I also have a few issues with the trackpad. It has discrete clickers that require a little more glitter to press than integrated buttons. I like these particular clickers more than most, but they are still easy to miss and I have sometimes found myself hitting a chassis when trying to click. Overall, I found it less responsive and less accurate than I would have it. Occasionally, it thought I was clicking when I was not, which caused me to accidentally drag things everywhere.
The touchpad also has a flexible function where it can be turned into an LED numeric keypad if you press an integrated NumLock button in the upper right corner – but I hit this button with my palm while typing and activating the Numpad by an accident several times. Unlike Asus’ ZenBooks, which also have this feature, you can not navigate with the touchpad while the Numpad is up, so I kept interrupting my workflow to disable it. (You can disable the touchpad itself with the F10, but there is no easy way to disable the NumPad without disabling the touchpad.)
The biggest drawback, however, is the battery life. I averaged two hours and 28 minutes of continuous multitasking and office work with the Strix on the Battery Saver profile with the screen around 200 nit brightness. (With all the battery-saving features turned off and a slightly heavier load, I was all the way down to an hour.) The Strix is a gaming laptop, so I did not expect hours of juice. Still, many competitors do better: the MSI GE66 Raider (which also runs an LED strip and RGB keyboard) did it for four hours with the same workload.

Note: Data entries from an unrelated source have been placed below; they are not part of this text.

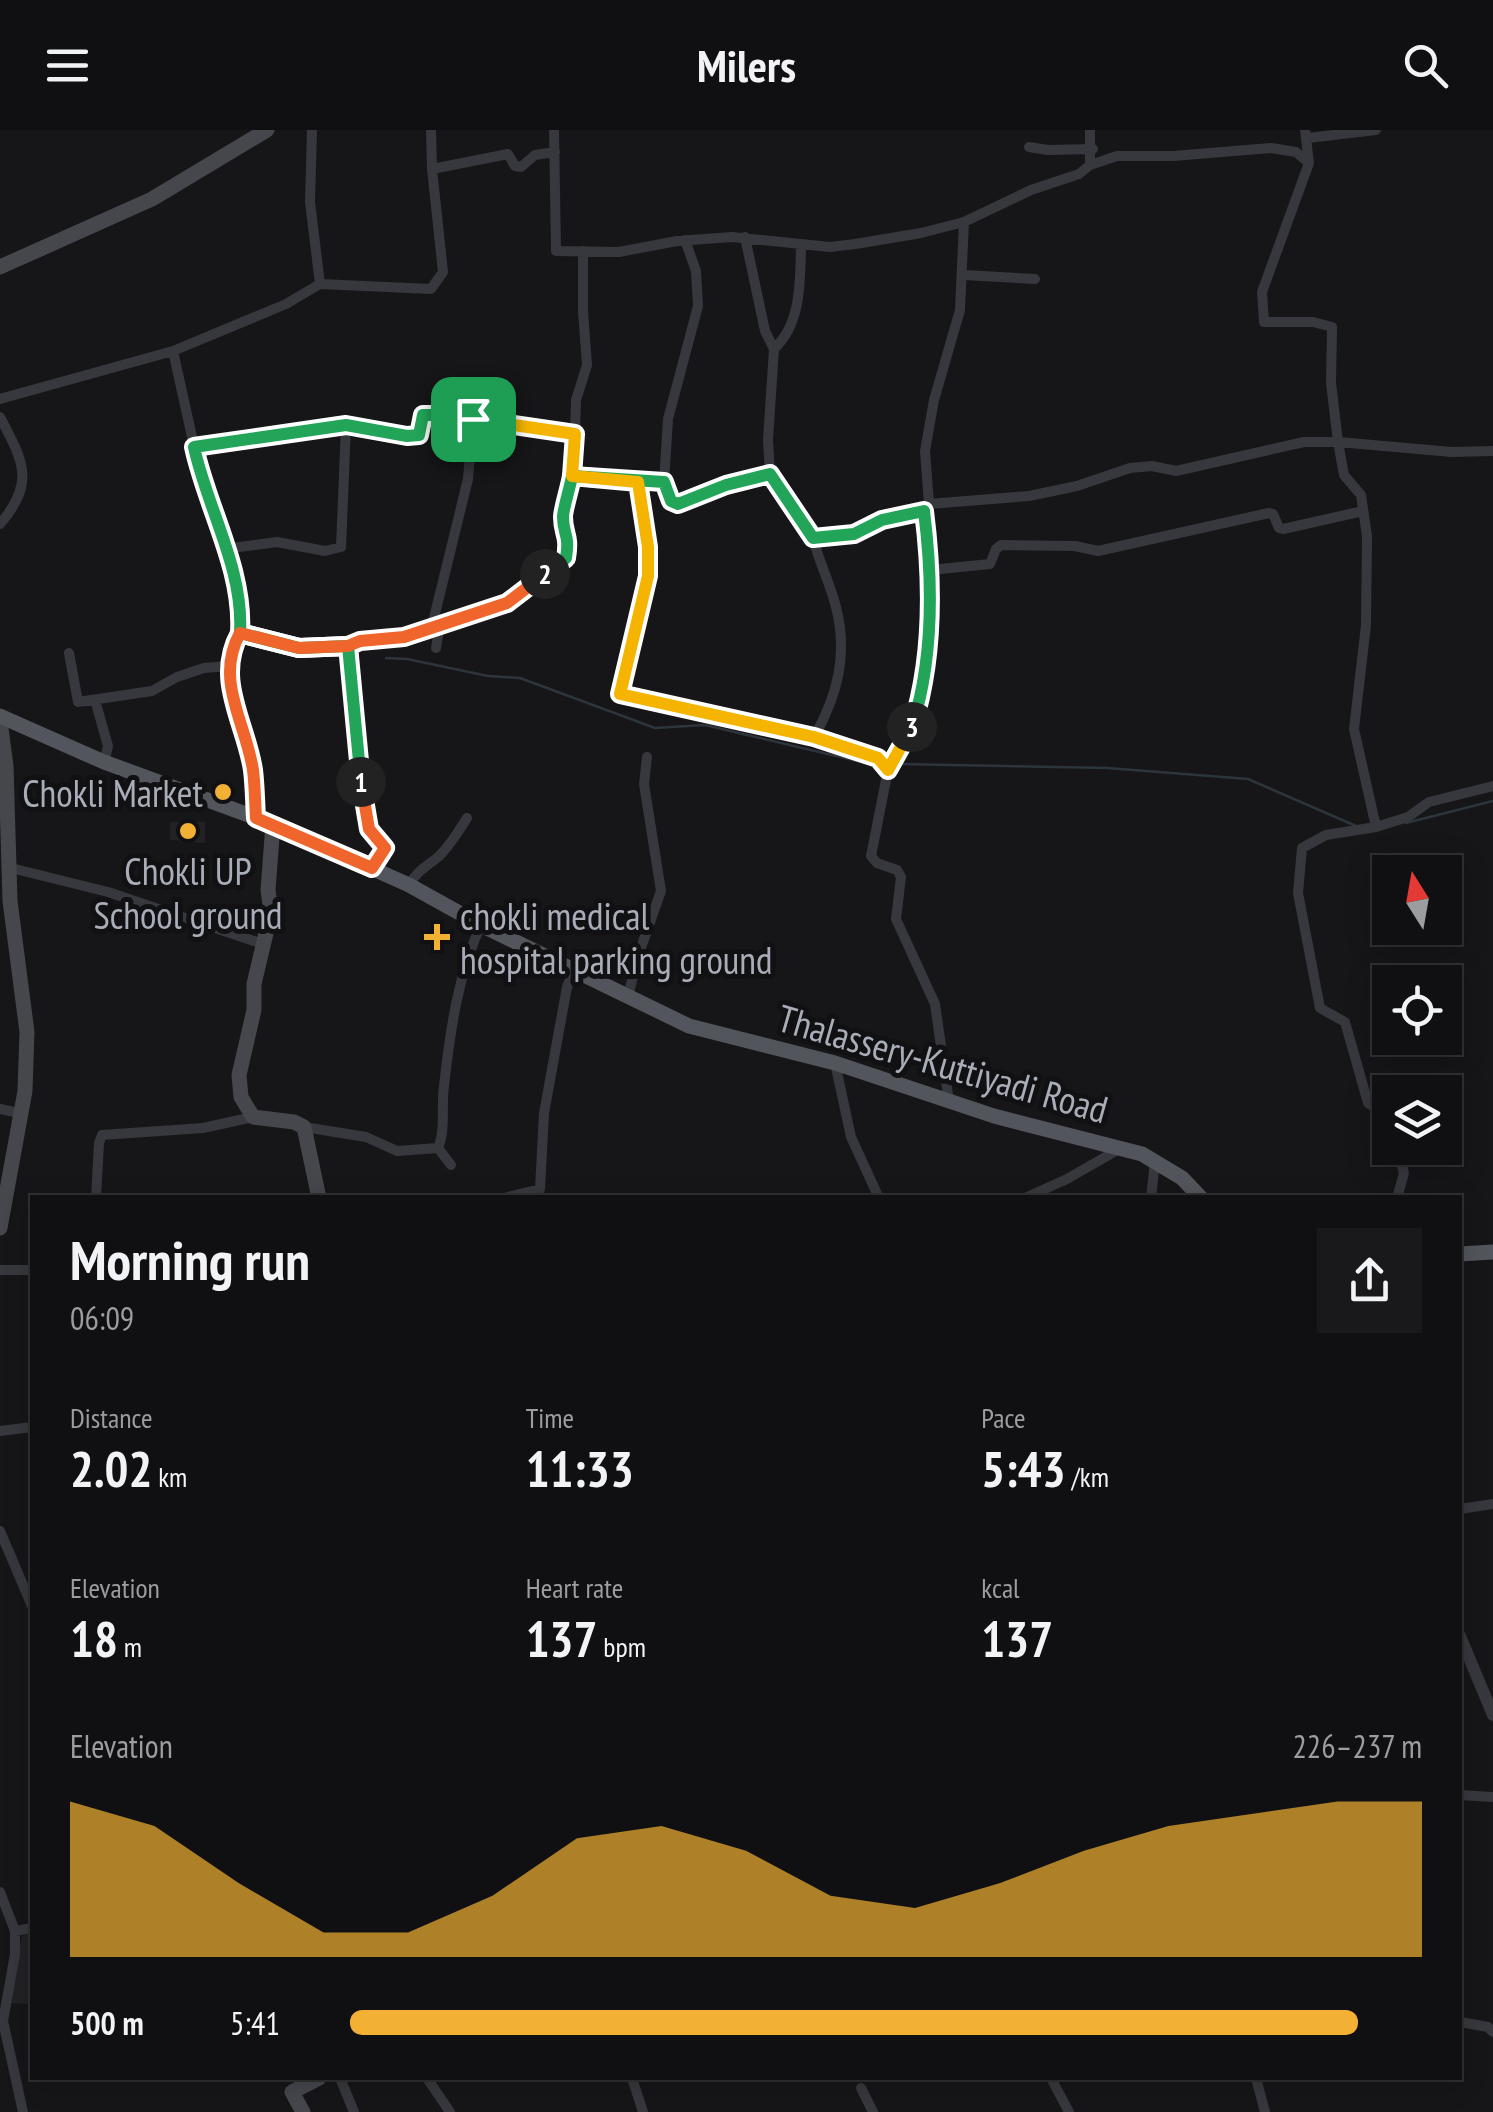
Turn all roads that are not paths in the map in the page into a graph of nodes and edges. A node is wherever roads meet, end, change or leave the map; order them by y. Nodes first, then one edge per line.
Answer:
1 (268, 130) edge
2 (312, 130) edge
3 (431, 130) edge
4 (554, 130) edge
5 (1090, 130) edge
6 (1376, 130) edge
7 (1306, 134) edge
8 (1030, 147) dead end
9 (1092, 148) junction
10 (554, 152) junction
11 (1309, 163) junction
12 (1090, 165) junction
13 (432, 169) junction
14 (964, 222) junction
15 (745, 238) junction
16 (686, 240) junction
17 (801, 245) junction
18 (583, 251) junction
19 (0, 267) edge
20 (964, 275) junction
21 (1035, 279) dead end
22 (320, 284) junction
23 (774, 349) junction
24 (174, 351) junction
25 (0, 399) edge
26 (0, 417) edge
27 (473, 419) junction
28 (346, 426) junction
29 (575, 434) junction
30 (1338, 442) junction
31 (194, 447) junction
32 (1493, 451) edge
33 (770, 474) junction
34 (572, 476) junction
35 (638, 482) junction
36 (664, 482) junction
37 (926, 507) junction
38 (1363, 512) junction
39 (0, 524) edge
40 (813, 538) junction
41 (225, 549) junction
42 (930, 570) junction
43 (436, 625) junction
44 (240, 633) junction
45 (348, 646) junction
46 (436, 648) dead end
47 (69, 653) dead end
48 (228, 666) junction
49 (95, 700) junction
50 (0, 719) edge
51 (814, 737) junction
52 (647, 757) dead end
53 (104, 762) junction
54 (888, 770) junction
55 (1493, 786) edge
56 (256, 818) junction
57 (468, 818) dead end
58 (273, 824) junction
59 (1373, 827) junction
60 (12, 868) junction
61 (372, 868) junction
62 (409, 885) junction
63 (5, 900) edge
64 (481, 925) junction
65 (263, 944) junction
66 (574, 970) junction
67 (628, 996) junction
68 (835, 1064) junction
69 (949, 1102) junction
70 (1372, 1106) edge
71 (0, 1109) edge
72 (19, 1112) junction
73 (253, 1117) junction
74 (304, 1127) junction
75 (438, 1148) junction
76 (1121, 1148) junction
77 (1155, 1161) junction
78 (451, 1165) dead end
79 (1402, 1165) edge
80 (96, 1195) edge
81 (317, 1195) edge
82 (516, 1195) edge
83 (877, 1195) edge
84 (1032, 1195) edge
85 (1151, 1195) edge
86 (1198, 1195) edge
87 (1399, 1195) edge
88 (0, 1228) edge
89 (1493, 1252) edge
90 (1462, 1254) edge
91 (0, 1270) edge
92 (30, 1270) edge
93 (30, 1427) edge
94 (0, 1432) edge
95 (1493, 1504) edge
96 (1462, 1509) edge
97 (0, 1530) edge
98 (30, 1598) edge
99 (1462, 1641) edge
100 (1493, 1715) edge
101 (1462, 1794) edge
102 (1493, 1797) edge
103 (0, 1892) edge
104 (30, 1928) edge
105 (15, 1932) junction
106 (1462, 2022) edge
107 (1493, 2032) edge
108 (341, 2080) edge
109 (428, 2080) edge
110 (633, 2080) edge
111 (1052, 2080) edge
112 (1257, 2080) edge
113 (288, 2085) edge
114 (862, 2088) dead end
115 (22, 2112) edge
116 (303, 2112) edge
117 (354, 2112) edge
118 (450, 2112) edge
119 (643, 2112) edge
120 (873, 2112) edge
121 (1069, 2112) edge
122 (1265, 2112) edge

1 - 19 main road
2 - 22 street
3 - 13 street
4 - 10 street
5 - 9 street
6 - 7 street
7 - 11 street
8 - 9 street
9 - 12 street
10 - 13 street
10 - 18 street
11 - 12 street
11 - 30 street
12 - 14 street
13 - 22 street
14 - 17 street
14 - 20 street
15 - 16 street
15 - 17 street
15 - 23 street
16 - 18 street
16 - 36 street
17 - 23 street
18 - 29 street
20 - 21 street
20 - 37 street
22 - 24 street
23 - 33 street
24 - 25 street
24 - 31 street
26 - 39 street
27 - 28 street
27 - 29 street
27 - 43 street
28 - 31 street
28 - 41 street
29 - 34 street
30 - 32 street
30 - 37 street
30 - 38 street
31 - 41 street
33 - 36 street
33 - 40 street
34 - 35 street
34 - 43 street
35 - 36 street
35 - 51 street
37 - 40 street
37 - 42 street
38 - 42 street
38 - 59 street
40 - 51 street
41 - 44 street
42 - 54 street
43 - 45 street
43 - 46 street
44 - 45 street
44 - 48 street
45 - 61 street
47 - 49 street
48 - 49 street
48 - 56 street
49 - 53 street
50 - 53 main road, Thalassery-Kuttiyadi Road
50 - 60 main road
51 - 54 street
52 - 67 street
53 - 56 main road, Thalassery-Kuttiyadi Road
54 - 69 street
55 - 59 street
56 - 58 main road, Thalassery-Kuttiyadi Road
57 - 62 street
58 - 61 main road, Thalassery-Kuttiyadi Road
58 - 65 main road
59 - 70 street
60 - 63 main road
60 - 65 street
61 - 62 main road, Thalassery-Kuttiyadi Road
62 - 64 main road, Thalassery-Kuttiyadi Road
63 - 72 main road
64 - 66 main road, Thalassery-Kuttiyadi Road
64 - 75 street
65 - 73 main road
66 - 67 main road, Thalassery-Kuttiyadi Road
66 - 82 street
67 - 68 main road, Thalassery-Kuttiyadi Road
68 - 69 main road, Thalassery-Kuttiyadi Road
68 - 83 street
69 - 76 main road, Thalassery-Kuttiyadi Road
71 - 72 street
72 - 88 main road
73 - 74 main road
73 - 80 street
74 - 75 street
74 - 81 main road
75 - 78 street
76 - 77 main road, Thalassery-Kuttiyadi Road
76 - 84 street
77 - 85 street
77 - 86 main road, Thalassery-Kuttiyadi Road
79 - 87 street
89 - 90 main road
91 - 92 street
93 - 94 street
95 - 96 street
97 - 98 street
99 - 100 street
101 - 102 street
103 - 105 street
104 - 105 street
105 - 115 street
106 - 107 street
108 - 117 street
109 - 118 street
110 - 119 street
111 - 121 street
112 - 122 street
113 - 116 main road
114 - 120 street

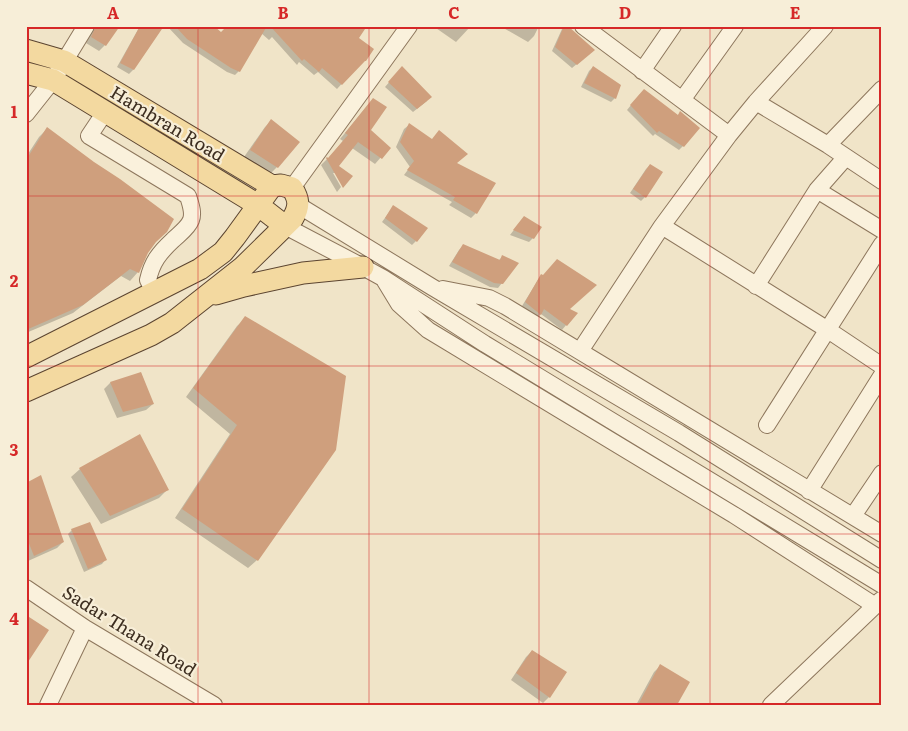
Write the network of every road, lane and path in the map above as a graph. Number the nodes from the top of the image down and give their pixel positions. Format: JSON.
{"nodes":[{"id":1,"x":86,"y":26,"type":"edge"},
{"id":2,"x":409,"y":26,"type":"edge"},
{"id":3,"x":583,"y":26,"type":"edge"},
{"id":4,"x":673,"y":26,"type":"edge"},
{"id":5,"x":735,"y":26,"type":"edge"},
{"id":6,"x":826,"y":26,"type":"edge"},
{"id":7,"x":26,"y":50,"type":"edge"},
{"id":8,"x":64,"y":61,"type":"junction"},
{"id":9,"x":642,"y":71,"type":"junction"},
{"id":10,"x":26,"y":73,"type":"edge"},
{"id":11,"x":53,"y":80,"type":"junction"},
{"id":12,"x":882,"y":89,"type":"edge"},
{"id":13,"x":682,"y":100,"type":"junction"},
{"id":14,"x":756,"y":102,"type":"junction"},
{"id":15,"x":105,"y":112,"type":"junction"},
{"id":16,"x":26,"y":114,"type":"edge"},
{"id":17,"x":729,"y":135,"type":"junction"},
{"id":18,"x":828,"y":145,"type":"junction"},
{"id":19,"x":846,"y":157,"type":"junction"},
{"id":20,"x":882,"y":180,"type":"edge"},
{"id":21,"x":817,"y":190,"type":"junction"},
{"id":22,"x":287,"y":193,"type":"junction"},
{"id":23,"x":258,"y":205,"type":"junction"},
{"id":24,"x":285,"y":226,"type":"junction"},
{"id":25,"x":662,"y":226,"type":"junction"},
{"id":26,"x":882,"y":230,"type":"edge"},
{"id":27,"x":882,"y":244,"type":"edge"},
{"id":28,"x":363,"y":267,"type":"junction"},
{"id":29,"x":383,"y":278,"type":"junction"},
{"id":30,"x":756,"y":286,"type":"junction"},
{"id":31,"x":432,"y":287,"type":"junction"},
{"id":32,"x":154,"y":292,"type":"junction"},
{"id":33,"x":204,"y":297,"type":"junction"},
{"id":34,"x":828,"y":330,"type":"junction"},
{"id":35,"x":580,"y":351,"type":"junction"},
{"id":36,"x":26,"y":357,"type":"edge"},
{"id":37,"x":882,"y":366,"type":"edge"},
{"id":38,"x":882,"y":375,"type":"edge"},
{"id":39,"x":26,"y":391,"type":"edge"},
{"id":40,"x":767,"y":425,"type":"dead end"},
{"id":41,"x":882,"y":473,"type":"edge"},
{"id":42,"x":809,"y":491,"type":"junction"},
{"id":43,"x":854,"y":516,"type":"junction"},
{"id":44,"x":882,"y":534,"type":"edge"},
{"id":45,"x":882,"y":560,"type":"edge"},
{"id":46,"x":26,"y":588,"type":"edge"},
{"id":47,"x":880,"y":597,"type":"edge"},
{"id":48,"x":85,"y":628,"type":"junction"},
{"id":49,"x":48,"y":705,"type":"edge"},
{"id":50,"x":214,"y":705,"type":"edge"},
{"id":51,"x":770,"y":705,"type":"edge"}],
"edges":[{"from":1,"to":8,"type":"street"},
{"from":2,"to":22,"type":"street"},
{"from":3,"to":9,"type":"street"},
{"from":4,"to":9,"type":"street"},
{"from":5,"to":13,"type":"street"},
{"from":6,"to":14,"type":"street"},
{"from":7,"to":8,"type":"main road","name":"Hambran Road"},
{"from":8,"to":11,"type":"street"},
{"from":8,"to":22,"type":"main road","name":"Hambran Road"},
{"from":9,"to":13,"type":"street"},
{"from":10,"to":11,"type":"main road","name":"Hambran Road"},
{"from":11,"to":15,"type":"main road","name":"Hambran Road"},
{"from":11,"to":16,"type":"street"},
{"from":12,"to":18,"type":"street"},
{"from":13,"to":17,"type":"street"},
{"from":14,"to":17,"type":"street"},
{"from":14,"to":18,"type":"street"},
{"from":15,"to":23,"type":"main road","name":"Hambran Road"},
{"from":15,"to":32,"type":"street"},
{"from":17,"to":25,"type":"street"},
{"from":18,"to":19,"type":"street"},
{"from":19,"to":20,"type":"street"},
{"from":19,"to":21,"type":"street"},
{"from":21,"to":26,"type":"street"},
{"from":21,"to":30,"type":"street"},
{"from":22,"to":23,"type":"main road"},
{"from":22,"to":24,"type":"main road"},
{"from":22,"to":31,"type":"street"},
{"from":23,"to":24,"type":"main road","name":"Hambran Road"},
{"from":23,"to":32,"type":"main road"},
{"from":24,"to":28,"type":"street"},
{"from":24,"to":33,"type":"main road"},
{"from":25,"to":30,"type":"street"},
{"from":25,"to":35,"type":"street"},
{"from":27,"to":34,"type":"street"},
{"from":28,"to":29,"type":"street"},
{"from":28,"to":33,"type":"main road"},
{"from":29,"to":47,"type":"street"},
{"from":29,"to":47,"type":"street"},
{"from":30,"to":34,"type":"street"},
{"from":31,"to":35,"type":"street"},
{"from":31,"to":45,"type":"street"},
{"from":32,"to":36,"type":"main road"},
{"from":33,"to":39,"type":"main road"},
{"from":34,"to":37,"type":"street"},
{"from":34,"to":40,"type":"street"},
{"from":35,"to":42,"type":"street"},
{"from":38,"to":42,"type":"street"},
{"from":41,"to":43,"type":"street"},
{"from":42,"to":43,"type":"street"},
{"from":43,"to":44,"type":"street"},
{"from":46,"to":48,"type":"street","name":"Sadar Thana Road"},
{"from":47,"to":51,"type":"street"},
{"from":48,"to":49,"type":"street"},
{"from":48,"to":50,"type":"street","name":"Sadar Thana Road"}]}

Battery play is possible, but not great. Red Dead ran mostly in the high teens and low 20s. I got an hour and 15 minutes of play for a fee, but I started to see the strain when Strix was down to 60 percent (about half an hour inside) and the game became unplayable at 10 percent. Realistically, if you plan to bring the scar everywhere, bring the massive 280W adapter and spend some time charging the device. (It took 45 minutes to charge up to 60 percent under very light Chrome use.)
Overall, these nitpicks underscore Asus’ priority with Scar. It’s not a laptop meant to double as a travel companion or a home driver – do not buy it to be your primary PC.
But that doesn’t mean the scar isn’t great for what it should be great for, which is game. Its results are on par with the best 15-inch rigs on the market, and it offers useful customization software with a uniquely colorful design to boot. If you need the best frame rates and the fastest screen, the Strix Scar 15 is a great buy.